• **Task item**
Within the records, which lines hold the string "dead"? Report each one by copying it.
───── Recorded data ─────
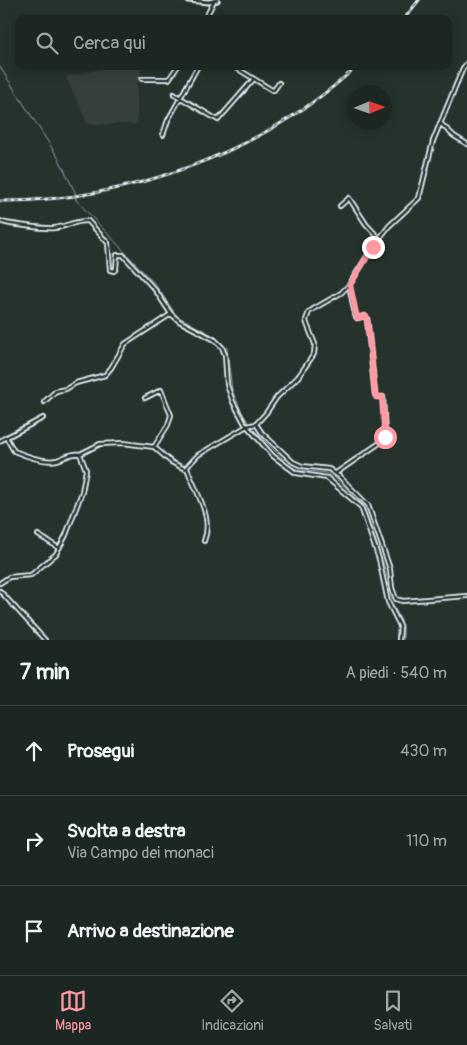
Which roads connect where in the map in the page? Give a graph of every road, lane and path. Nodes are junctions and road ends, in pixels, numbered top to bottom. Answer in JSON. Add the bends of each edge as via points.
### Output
{"nodes":[{"id":1,"x":188,"y":0,"type":"edge"},
{"id":2,"x":215,"y":0,"type":"edge"},
{"id":3,"x":207,"y":15,"type":"edge"},
{"id":4,"x":467,"y":63,"type":"edge"},
{"id":5,"x":175,"y":70,"type":"edge"},
{"id":6,"x":196,"y":70,"type":"edge"},
{"id":7,"x":239,"y":70,"type":"edge"},
{"id":8,"x":142,"y":79,"type":"dead end"},
{"id":9,"x":253,"y":80,"type":"junction"},
{"id":10,"x":279,"y":83,"type":"dead end"},
{"id":11,"x":174,"y":94,"type":"dead end"},
{"id":12,"x":181,"y":98,"type":"junction"},
{"id":13,"x":440,"y":123,"type":"junction"},
{"id":14,"x":163,"y":135,"type":"dead end"},
{"id":15,"x":467,"y":144,"type":"edge"},
{"id":16,"x":340,"y":206,"type":"dead end"},
{"id":17,"x":0,"y":221,"type":"edge"},
{"id":18,"x":379,"y":238,"type":"junction"},
{"id":19,"x":350,"y":285,"type":"junction"},
{"id":20,"x":171,"y":314,"type":"junction"},
{"id":21,"x":145,"y":398,"type":"dead end"},
{"id":22,"x":44,"y":402,"type":"dead end"},
{"id":23,"x":43,"y":418,"type":"dead end"},
{"id":24,"x":255,"y":424,"type":"junction"},
{"id":25,"x":248,"y":426,"type":"junction"},
{"id":26,"x":7,"y":438,"type":"junction"},
{"id":27,"x":0,"y":441,"type":"edge"},
{"id":28,"x":154,"y":447,"type":"junction"},
{"id":29,"x":80,"y":454,"type":"junction"},
{"id":30,"x":186,"y":468,"type":"junction"},
{"id":31,"x":335,"y":473,"type":"junction"},
{"id":32,"x":38,"y":535,"type":"dead end"},
{"id":33,"x":204,"y":542,"type":"dead end"},
{"id":34,"x":59,"y":548,"type":"junction"},
{"id":35,"x":0,"y":583,"type":"edge"},
{"id":36,"x":0,"y":591,"type":"edge"},
{"id":37,"x":467,"y":596,"type":"edge"},
{"id":38,"x":395,"y":599,"type":"junction"},
{"id":39,"x":388,"y":602,"type":"junction"},
{"id":40,"x":45,"y":640,"type":"edge"},
{"id":41,"x":399,"y":640,"type":"edge"}],
"edges":[{"from":1,"to":2,"type":"street"},
{"from":2,"to":3,"type":"street"},
{"from":4,"to":13,"type":"street"},
{"from":5,"to":8,"type":"street","via":[[169,79]]},
{"from":6,"to":12,"type":"street"},
{"from":7,"to":9,"type":"street"},
{"from":9,"to":10,"type":"street","via":[[272,90]]},
{"from":9,"to":12,"type":"street","via":[[218,120]]},
{"from":11,"to":12,"type":"street"},
{"from":12,"to":14,"type":"street"},
{"from":13,"to":15,"type":"street"},
{"from":13,"to":18,"type":"street","via":[[419,198]]},
{"from":16,"to":18,"type":"street","via":[[349,198]]},
{"from":17,"to":20,"type":"street","via":[[10,225],[51,228],[88,221],[108,243],[110,270],[116,269],[117,255],[123,255]]},
{"from":18,"to":19,"type":"street"},
{"from":19,"to":24,"type":"street","via":[[310,312],[306,320],[315,344],[314,354],[298,377]]},
{"from":19,"to":31,"type":"street","via":[[357,318],[367,318],[375,394],[382,397],[385,437]]},
{"from":20,"to":22,"type":"street","via":[[125,344],[105,375],[56,391]]},
{"from":20,"to":25,"type":"street","via":[[222,347],[228,391]]},
{"from":21,"to":28,"type":"street","via":[[160,390],[171,415]]},
{"from":23,"to":26,"type":"street"},
{"from":24,"to":25,"type":"street"},
{"from":24,"to":31,"type":"street","via":[[298,465],[329,469]]},
{"from":25,"to":30,"type":"street","via":[[198,455]]},
{"from":25,"to":39,"type":"street","via":[[284,465],[296,473],[327,478],[361,507],[379,559]]},
{"from":26,"to":27,"type":"street"},
{"from":26,"to":29,"type":"street","via":[[14,451],[48,461]]},
{"from":28,"to":29,"type":"street","via":[[123,442],[100,444]]},
{"from":28,"to":30,"type":"street","via":[[171,462]]},
{"from":29,"to":34,"type":"street","via":[[86,470],[82,492]]},
{"from":30,"to":33,"type":"street","via":[[206,516]]},
{"from":31,"to":38,"type":"street","via":[[368,505],[390,569]]},
{"from":32,"to":34,"type":"street"},
{"from":34,"to":35,"type":"street","via":[[31,575],[10,577]]},
{"from":36,"to":40,"type":"street"},
{"from":37,"to":38,"type":"street"},
{"from":38,"to":39,"type":"street"},
{"from":39,"to":41,"type":"street","via":[[400,626]]}]}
─────
• **Response to the task**
{"id":8,"x":142,"y":79,"type":"dead end"},
{"id":10,"x":279,"y":83,"type":"dead end"},
{"id":11,"x":174,"y":94,"type":"dead end"},
{"id":14,"x":163,"y":135,"type":"dead end"},
{"id":16,"x":340,"y":206,"type":"dead end"},
{"id":21,"x":145,"y":398,"type":"dead end"},
{"id":22,"x":44,"y":402,"type":"dead end"},
{"id":23,"x":43,"y":418,"type":"dead end"},
{"id":32,"x":38,"y":535,"type":"dead end"},
{"id":33,"x":204,"y":542,"type":"dead end"},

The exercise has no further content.